**Your instructions**
Your task is to filter the data below down to the lines holding "main".

----- Source data -----

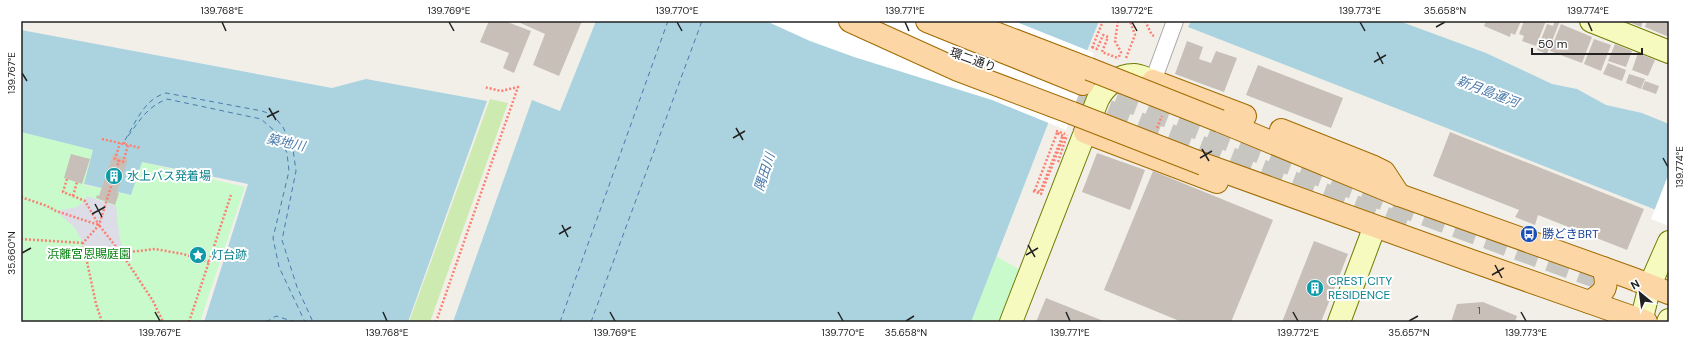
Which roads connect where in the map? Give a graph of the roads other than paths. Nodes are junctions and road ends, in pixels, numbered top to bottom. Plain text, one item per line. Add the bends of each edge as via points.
1 (850, 21) edge
2 (869, 21) edge
3 (926, 21) edge
4 (964, 21) edge
5 (1175, 21) edge
6 (1596, 22) edge
7 (1669, 52) edge
8 (1153, 81) junction
9 (1085, 132) junction
10 (1398, 195) junction
11 (1373, 231) junction
12 (1669, 242) edge
13 (1472, 261) junction
14 (1603, 268) junction
15 (1660, 289) edge
16 (1589, 302) junction
17 (1643, 321) edge
18 (1011, 322) edge
19 (1339, 322) edge

1 - 13 main road, bridge via 958,70 1203,164
2 - 3 main road, 環二通り via 1080,92
4 - 10 main road, bridge via 1220,121
5 - 8 street
6 - 7 street
8 - 9 street via 1136,75 1125,76 1112,82 1098,99
8 - 10 main road via 1374,167 1384,172
9 - 11 main road via 1225,185
9 - 18 street
10 - 14 main road
11 - 13 main road via 1426,251 1457,260
11 - 19 street
12 - 15 street
13 - 16 main road
14 - 15 main road
14 - 16 main road via 1606,284 1604,290
15 - 17 street
16 - 17 main road

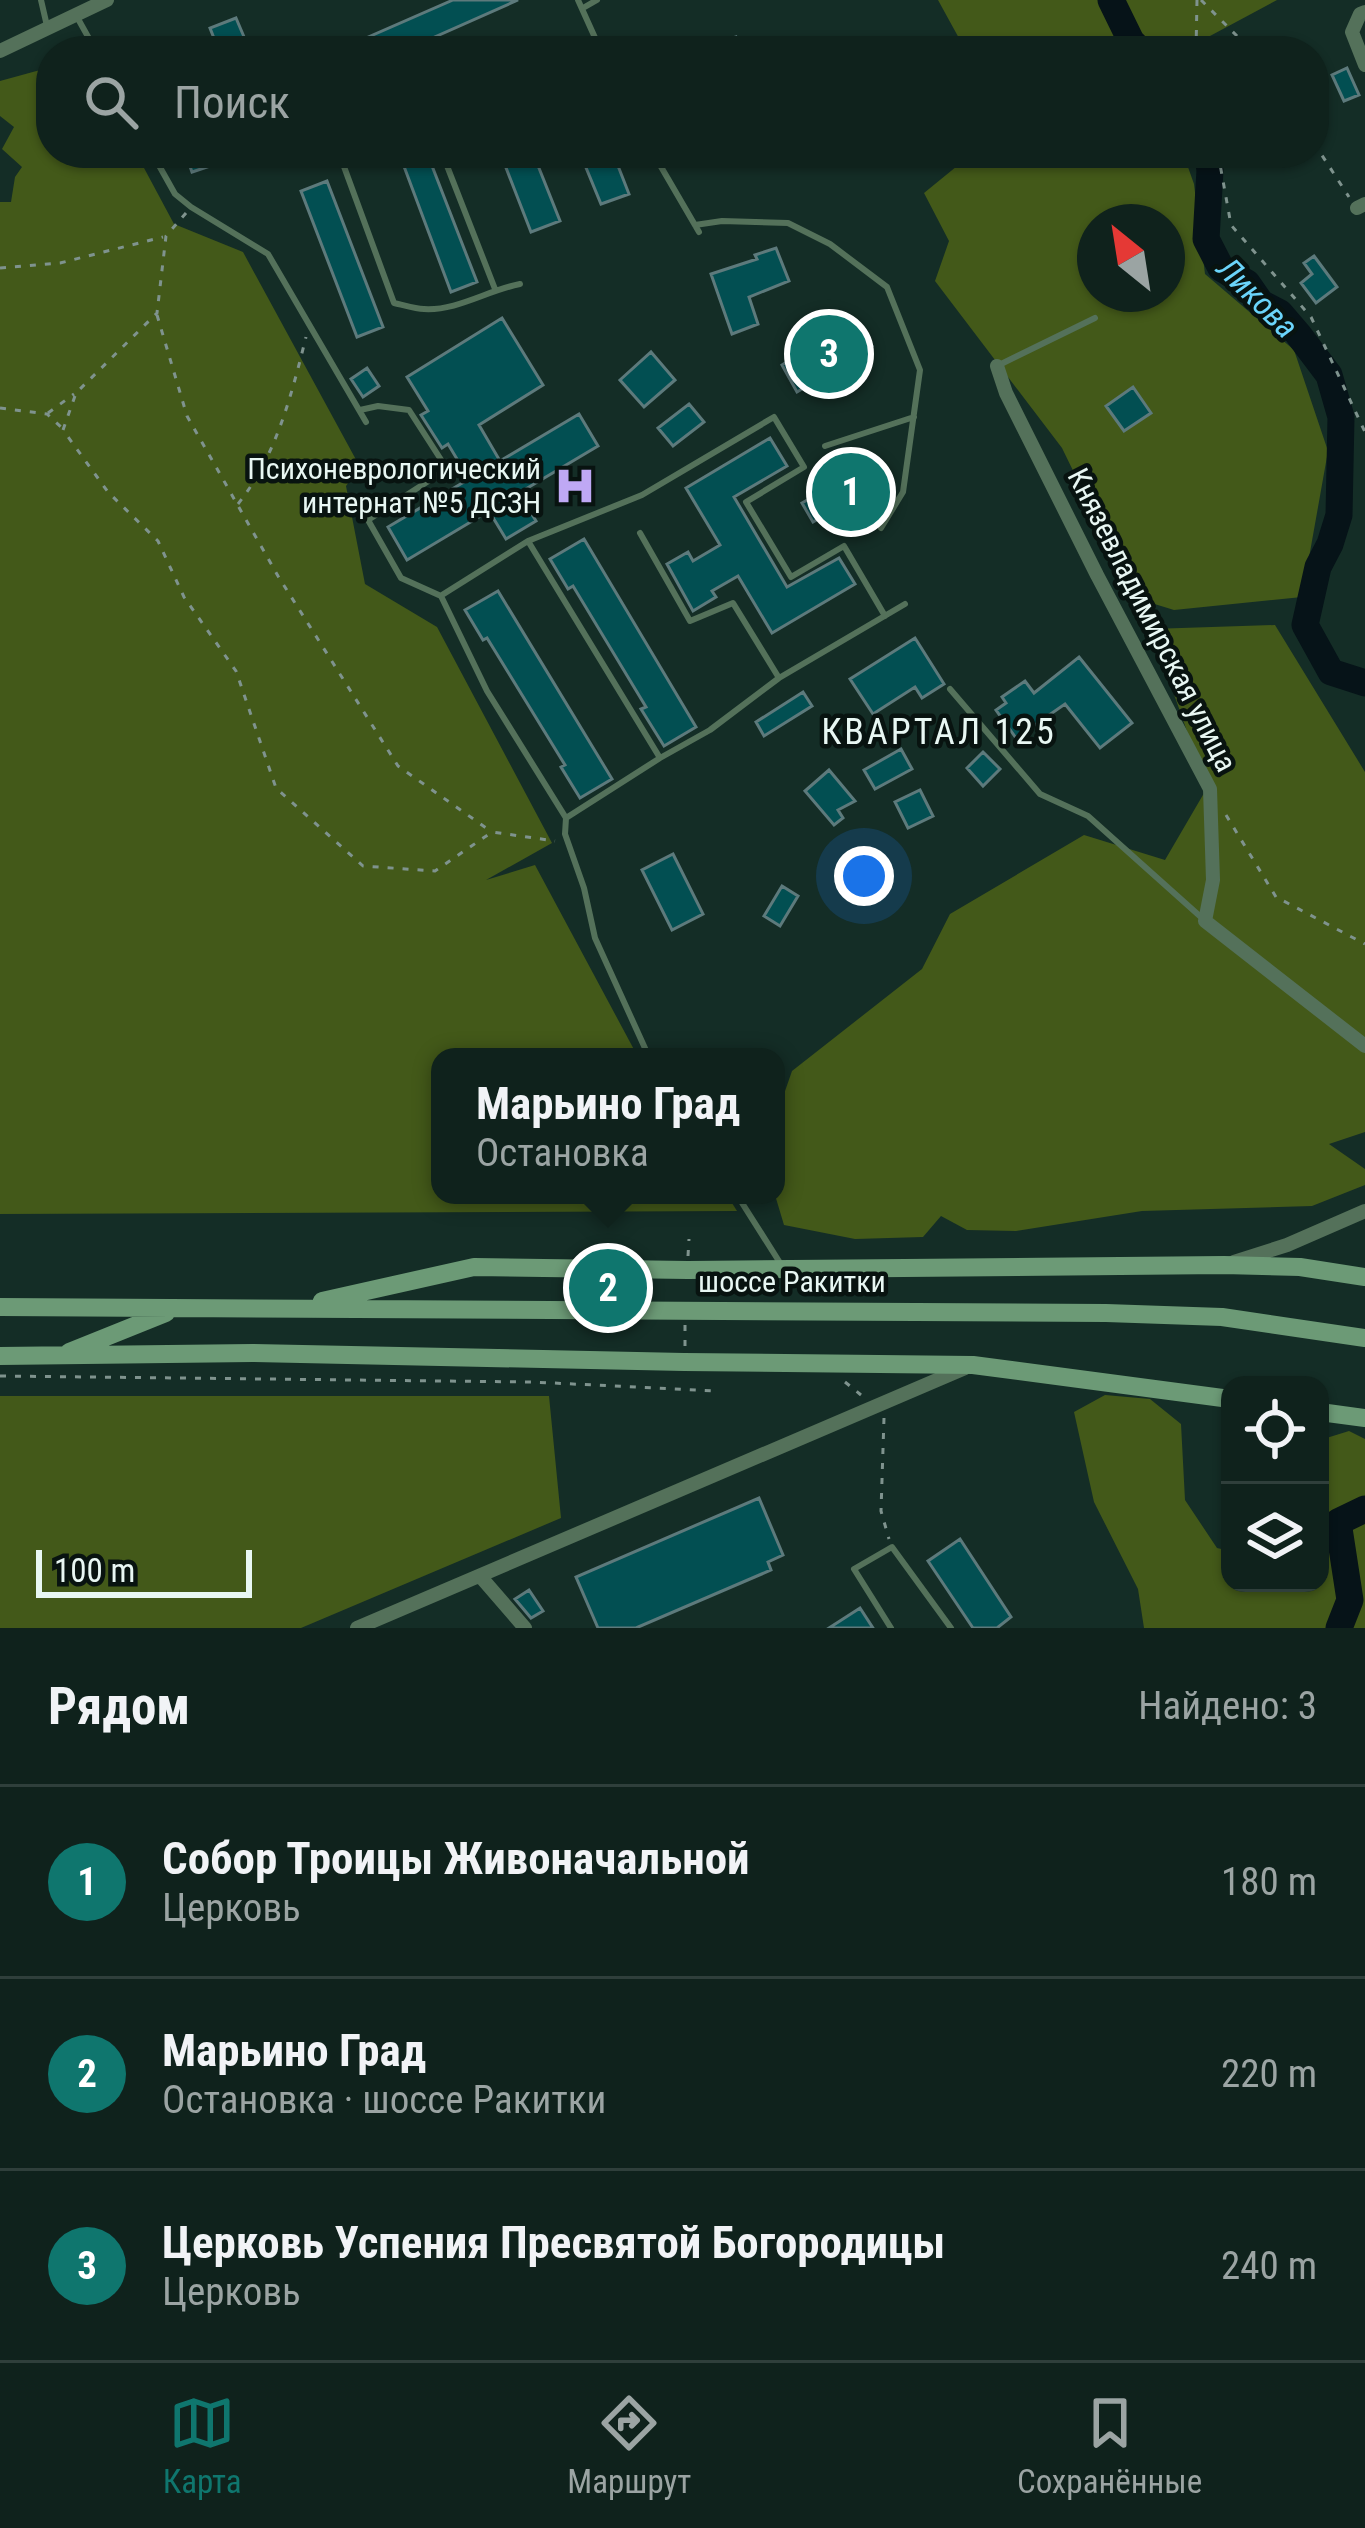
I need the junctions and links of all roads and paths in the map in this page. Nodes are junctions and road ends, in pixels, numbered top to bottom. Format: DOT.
graph roads {
  1 [pos="41,0"];
  2 [pos="107,0"];
  3 [pos="597,0"];
  4 [pos="1199,0"];
  5 [pos="580,4"];
  6 [pos="1365,12"];
  7 [pos="77,16"];
  8 [pos="48,30"];
  9 [pos="88,36"];
  10 [pos="594,36"];
  11 [pos="1197,36"];
  12 [pos="1236,36"];
  13 [pos="0,52"];
  14 [pos="1365,65"];
  15 [pos="1329,163"];
  16 [pos="160,168"];
  17 [pos="344,168"];
  18 [pos="448,168"];
  19 [pos="662,168"];
  20 [pos="1221,168"];
  21 [pos="1361,206"];
  22 [pos="191,208"];
  23 [pos="166,236"];
  24 [pos="0,268"];
  25 [pos="520,284"];
  26 [pos="495,289"];
  27 [pos="157,313"];
  28 [pos="1095,318"];
  29 [pos="309,324"];
  30 [pos="998,366"];
  31 [pos="76,393"];
  32 [pos="0,408"];
  33 [pos="360,410"];
  34 [pos="46,414"];
  35 [pos="914,417"];
  36 [pos="367,422"];
  37 [pos="63,430"];
  38 [pos="1365,432"];
  39 [pos="825,446"];
  40 [pos="238,505"];
  41 [pos="880,528"];
  42 [pos="640,533"];
  43 [pos="528,542"];
  44 [pos="441,596"];
  45 [pos="905,604"];
  46 [pos="885,616"];
  47 [pos="779,678"];
  48 [pos="950,689"];
  49 [pos="660,758"];
  50 [pos="1210,789"];
  51 [pos="566,818"];
  52 [pos="493,832"];
  53 [pos="568,843"];
  54 [pos="1205,921"];
  55 [pos="1365,944"];
  56 [pos="1365,1046"];
  57 [pos="645,1048"];
  58 [pos="743,1204"];
  59 [pos="1365,1211"];
  60 [pos="1224,1265"];
  61 [pos="784,1269"];
  62 [pos="1365,1277"];
  63 [pos="0,1307"];
  64 [pos="176,1308"];
  65 [pos="288,1309"];
  66 [pos="1365,1338"];
  67 [pos="58,1355"];
  68 [pos="0,1356"];
  69 [pos="973,1365"];
  70 [pos="0,1376"];
  71 [pos="717,1391"];
  72 [pos="1221,1398"];
  73 [pos="1329,1413"];
  74 [pos="1365,1418"];
  75 [pos="480,1576"];
  76 [pos="357,1628"];
  77 [pos="525,1628"];
  78 [pos="891,1628"];
  79 [pos="951,1628"];
  1 -- 8 [label="lane"];
  2 -- 7 [label="street"];
  3 -- 5 [label="lane"];
  4 -- 11 [label="path"];
  4 -- 12 [label="path"];
  5 -- 10 [label="lane"];
  6 -- 14 [label="street"];
  7 -- 8 [label="street"];
  7 -- 9 [label="lane"];
  8 -- 13 [label="street"];
  15 -- 21 [label="path"];
  16 -- 22 [label="lane"];
  17 -- 26 [label="lane"];
  18 -- 26 [label="lane"];
  19 -- 35 [label="lane"];
  20 -- 38 [label="path"];
  22 -- 23 [label="path"];
  22 -- 29 [label="lane"];
  23 -- 24 [label="path"];
  23 -- 27 [label="path"];
  25 -- 26 [label="lane"];
  27 -- 31 [label="path"];
  27 -- 40 [label="path"];
  28 -- 30 [label="lane"];
  29 -- 33 [label="lane"];
  29 -- 40 [label="path"];
  30 -- 50 [label="street, Князевладимирская улица"];
  31 -- 34 [label="path"];
  31 -- 37 [label="path"];
  32 -- 34 [label="path"];
  33 -- 36 [label="lane"];
  33 -- 44 [label="lane"];
  34 -- 37 [label="path"];
  35 -- 39 [label="lane"];
  35 -- 41 [label="lane"];
  37 -- 52 [label="path"];
  40 -- 52 [label="path"];
  42 -- 47 [label="lane"];
  43 -- 44 [label="lane"];
  43 -- 46 [label="lane"];
  43 -- 49 [label="lane"];
  44 -- 51 [label="lane"];
  45 -- 46 [label="lane"];
  46 -- 47 [label="lane"];
  47 -- 49 [label="lane"];
  48 -- 54 [label="lane"];
  49 -- 51 [label="lane"];
  50 -- 54 [label="street, Князевладимирская улица"];
  50 -- 55 [label="path"];
  51 -- 53 [label="lane"];
  52 -- 53 [label="path"];
  53 -- 57 [label="lane"];
  54 -- 56 [label="street"];
  58 -- 61 [label="lane"];
  59 -- 60 [label="street"];
  60 -- 61 [label="street"];
  60 -- 62 [label="street"];
  61 -- 65 [label="street"];
  63 -- 64 [label="street, шоссе Ракитки"];
  64 -- 65 [label="street, шоссе Ракитки"];
  64 -- 67 [label="street"];
  65 -- 66 [label="street, шоссе Ракитки"];
  67 -- 68 [label="street"];
  67 -- 69 [label="street"];
  69 -- 72 [label="street"];
  69 -- 75 [label="street"];
  70 -- 71 [label="path"];
  73 -- 74 [label="street"];
  75 -- 76 [label="street"];
  75 -- 77 [label="street"];
  78 -- 79 [label="lane"];
}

-----

**Task answer**
1 - 13 main road, bridge via 958,70 1203,164
2 - 3 main road, 環二通り via 1080,92
4 - 10 main road, bridge via 1220,121
8 - 10 main road via 1374,167 1384,172
9 - 11 main road via 1225,185
10 - 14 main road
11 - 13 main road via 1426,251 1457,260
13 - 16 main road
14 - 15 main road
14 - 16 main road via 1606,284 1604,290
16 - 17 main road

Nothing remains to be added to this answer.